━━ Entries supplied ━━
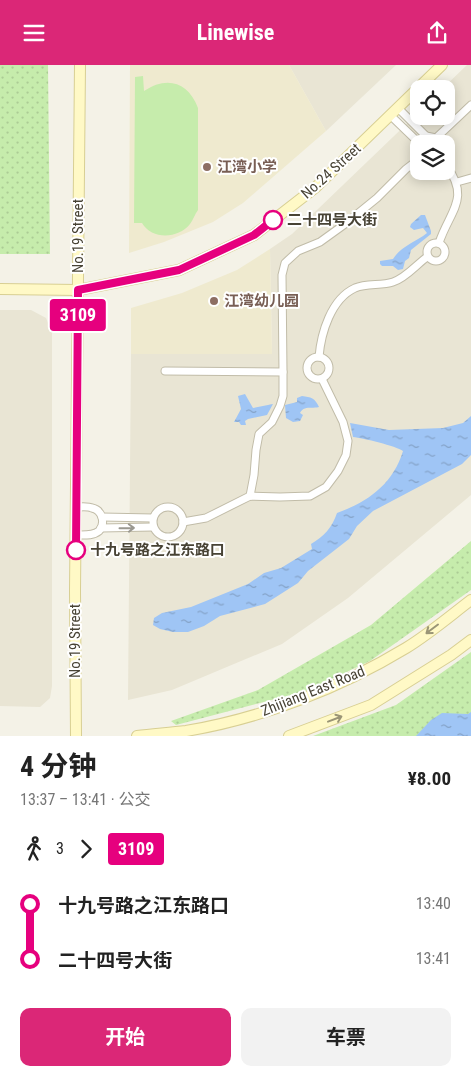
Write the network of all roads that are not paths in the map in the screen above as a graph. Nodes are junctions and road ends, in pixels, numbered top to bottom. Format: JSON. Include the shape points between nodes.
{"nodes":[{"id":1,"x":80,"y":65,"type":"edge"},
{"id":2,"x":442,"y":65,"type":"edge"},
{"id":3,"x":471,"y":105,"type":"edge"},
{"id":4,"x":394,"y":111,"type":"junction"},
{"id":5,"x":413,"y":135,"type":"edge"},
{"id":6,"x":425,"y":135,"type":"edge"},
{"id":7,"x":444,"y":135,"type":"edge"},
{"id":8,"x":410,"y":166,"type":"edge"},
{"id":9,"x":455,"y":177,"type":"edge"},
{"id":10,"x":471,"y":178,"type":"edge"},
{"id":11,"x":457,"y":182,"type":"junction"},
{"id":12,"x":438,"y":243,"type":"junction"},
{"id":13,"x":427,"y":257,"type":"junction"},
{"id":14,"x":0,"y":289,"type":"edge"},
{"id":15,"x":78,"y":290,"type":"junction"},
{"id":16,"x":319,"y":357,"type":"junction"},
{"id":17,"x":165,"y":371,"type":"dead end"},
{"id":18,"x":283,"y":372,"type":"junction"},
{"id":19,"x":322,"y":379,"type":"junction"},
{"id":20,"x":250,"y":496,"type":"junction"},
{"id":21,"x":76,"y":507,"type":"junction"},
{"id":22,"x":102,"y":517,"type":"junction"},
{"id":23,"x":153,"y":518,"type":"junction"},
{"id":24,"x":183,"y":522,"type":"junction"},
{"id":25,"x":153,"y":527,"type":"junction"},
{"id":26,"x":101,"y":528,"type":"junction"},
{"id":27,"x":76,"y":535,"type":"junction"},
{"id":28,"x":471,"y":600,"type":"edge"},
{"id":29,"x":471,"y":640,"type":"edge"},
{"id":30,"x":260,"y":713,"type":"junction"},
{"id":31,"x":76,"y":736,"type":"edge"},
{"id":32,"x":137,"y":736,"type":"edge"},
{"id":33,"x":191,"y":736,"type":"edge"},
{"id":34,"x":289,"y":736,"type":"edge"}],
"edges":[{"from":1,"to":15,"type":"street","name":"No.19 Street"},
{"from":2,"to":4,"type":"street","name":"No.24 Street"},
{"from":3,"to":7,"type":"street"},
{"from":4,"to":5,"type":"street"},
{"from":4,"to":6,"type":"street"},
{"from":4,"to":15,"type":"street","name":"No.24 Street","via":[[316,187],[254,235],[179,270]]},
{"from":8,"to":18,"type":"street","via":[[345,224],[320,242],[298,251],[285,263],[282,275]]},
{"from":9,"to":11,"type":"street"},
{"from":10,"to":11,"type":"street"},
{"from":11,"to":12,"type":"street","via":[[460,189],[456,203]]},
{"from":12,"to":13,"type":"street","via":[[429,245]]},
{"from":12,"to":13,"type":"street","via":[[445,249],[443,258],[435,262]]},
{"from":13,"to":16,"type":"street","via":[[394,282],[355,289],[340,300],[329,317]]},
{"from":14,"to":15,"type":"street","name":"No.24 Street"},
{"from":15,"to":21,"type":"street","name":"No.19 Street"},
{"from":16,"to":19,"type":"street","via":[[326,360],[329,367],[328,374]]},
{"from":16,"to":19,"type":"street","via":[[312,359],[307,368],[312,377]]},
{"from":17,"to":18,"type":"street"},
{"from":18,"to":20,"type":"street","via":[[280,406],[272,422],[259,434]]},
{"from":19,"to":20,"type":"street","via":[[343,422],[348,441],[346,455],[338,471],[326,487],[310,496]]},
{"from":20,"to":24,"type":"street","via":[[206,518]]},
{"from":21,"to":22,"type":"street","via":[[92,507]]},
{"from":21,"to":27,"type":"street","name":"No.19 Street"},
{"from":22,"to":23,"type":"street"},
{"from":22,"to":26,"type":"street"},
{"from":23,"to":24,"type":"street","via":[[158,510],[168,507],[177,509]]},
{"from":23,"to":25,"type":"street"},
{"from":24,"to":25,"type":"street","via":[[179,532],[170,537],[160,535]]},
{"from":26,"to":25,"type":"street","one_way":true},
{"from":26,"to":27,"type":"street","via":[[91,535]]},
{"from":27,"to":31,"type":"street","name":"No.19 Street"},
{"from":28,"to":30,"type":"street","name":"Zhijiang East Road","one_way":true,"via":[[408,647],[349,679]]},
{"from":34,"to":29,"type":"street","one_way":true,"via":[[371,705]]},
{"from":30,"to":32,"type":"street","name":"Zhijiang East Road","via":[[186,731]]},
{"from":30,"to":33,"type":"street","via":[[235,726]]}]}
━━━
» Problem description: Everything in the data except the pictures needs to be written out exactly.

» Exercise result:
Write the network of all roads that are not paths in the map in the screen above as a graph. Nodes are junctions and road ends, in pixels, numbered top to bottom. Format: JSON. Include the shape points between nodes.
{"nodes":[{"id":1,"x":80,"y":65,"type":"edge"},
{"id":2,"x":442,"y":65,"type":"edge"},
{"id":3,"x":471,"y":105,"type":"edge"},
{"id":4,"x":394,"y":111,"type":"junction"},
{"id":5,"x":413,"y":135,"type":"edge"},
{"id":6,"x":425,"y":135,"type":"edge"},
{"id":7,"x":444,"y":135,"type":"edge"},
{"id":8,"x":410,"y":166,"type":"edge"},
{"id":9,"x":455,"y":177,"type":"edge"},
{"id":10,"x":471,"y":178,"type":"edge"},
{"id":11,"x":457,"y":182,"type":"junction"},
{"id":12,"x":438,"y":243,"type":"junction"},
{"id":13,"x":427,"y":257,"type":"junction"},
{"id":14,"x":0,"y":289,"type":"edge"},
{"id":15,"x":78,"y":290,"type":"junction"},
{"id":16,"x":319,"y":357,"type":"junction"},
{"id":17,"x":165,"y":371,"type":"dead end"},
{"id":18,"x":283,"y":372,"type":"junction"},
{"id":19,"x":322,"y":379,"type":"junction"},
{"id":20,"x":250,"y":496,"type":"junction"},
{"id":21,"x":76,"y":507,"type":"junction"},
{"id":22,"x":102,"y":517,"type":"junction"},
{"id":23,"x":153,"y":518,"type":"junction"},
{"id":24,"x":183,"y":522,"type":"junction"},
{"id":25,"x":153,"y":527,"type":"junction"},
{"id":26,"x":101,"y":528,"type":"junction"},
{"id":27,"x":76,"y":535,"type":"junction"},
{"id":28,"x":471,"y":600,"type":"edge"},
{"id":29,"x":471,"y":640,"type":"edge"},
{"id":30,"x":260,"y":713,"type":"junction"},
{"id":31,"x":76,"y":736,"type":"edge"},
{"id":32,"x":137,"y":736,"type":"edge"},
{"id":33,"x":191,"y":736,"type":"edge"},
{"id":34,"x":289,"y":736,"type":"edge"}],
"edges":[{"from":1,"to":15,"type":"street","name":"No.19 Street"},
{"from":2,"to":4,"type":"street","name":"No.24 Street"},
{"from":3,"to":7,"type":"street"},
{"from":4,"to":5,"type":"street"},
{"from":4,"to":6,"type":"street"},
{"from":4,"to":15,"type":"street","name":"No.24 Street","via":[[316,187],[254,235],[179,270]]},
{"from":8,"to":18,"type":"street","via":[[345,224],[320,242],[298,251],[285,263],[282,275]]},
{"from":9,"to":11,"type":"street"},
{"from":10,"to":11,"type":"street"},
{"from":11,"to":12,"type":"street","via":[[460,189],[456,203]]},
{"from":12,"to":13,"type":"street","via":[[429,245]]},
{"from":12,"to":13,"type":"street","via":[[445,249],[443,258],[435,262]]},
{"from":13,"to":16,"type":"street","via":[[394,282],[355,289],[340,300],[329,317]]},
{"from":14,"to":15,"type":"street","name":"No.24 Street"},
{"from":15,"to":21,"type":"street","name":"No.19 Street"},
{"from":16,"to":19,"type":"street","via":[[326,360],[329,367],[328,374]]},
{"from":16,"to":19,"type":"street","via":[[312,359],[307,368],[312,377]]},
{"from":17,"to":18,"type":"street"},
{"from":18,"to":20,"type":"street","via":[[280,406],[272,422],[259,434]]},
{"from":19,"to":20,"type":"street","via":[[343,422],[348,441],[346,455],[338,471],[326,487],[310,496]]},
{"from":20,"to":24,"type":"street","via":[[206,518]]},
{"from":21,"to":22,"type":"street","via":[[92,507]]},
{"from":21,"to":27,"type":"street","name":"No.19 Street"},
{"from":22,"to":23,"type":"street"},
{"from":22,"to":26,"type":"street"},
{"from":23,"to":24,"type":"street","via":[[158,510],[168,507],[177,509]]},
{"from":23,"to":25,"type":"street"},
{"from":24,"to":25,"type":"street","via":[[179,532],[170,537],[160,535]]},
{"from":26,"to":25,"type":"street","one_way":true},
{"from":26,"to":27,"type":"street","via":[[91,535]]},
{"from":27,"to":31,"type":"street","name":"No.19 Street"},
{"from":28,"to":30,"type":"street","name":"Zhijiang East Road","one_way":true,"via":[[408,647],[349,679]]},
{"from":34,"to":29,"type":"street","one_way":true,"via":[[371,705]]},
{"from":30,"to":32,"type":"street","name":"Zhijiang East Road","via":[[186,731]]},
{"from":30,"to":33,"type":"street","via":[[235,726]]}]}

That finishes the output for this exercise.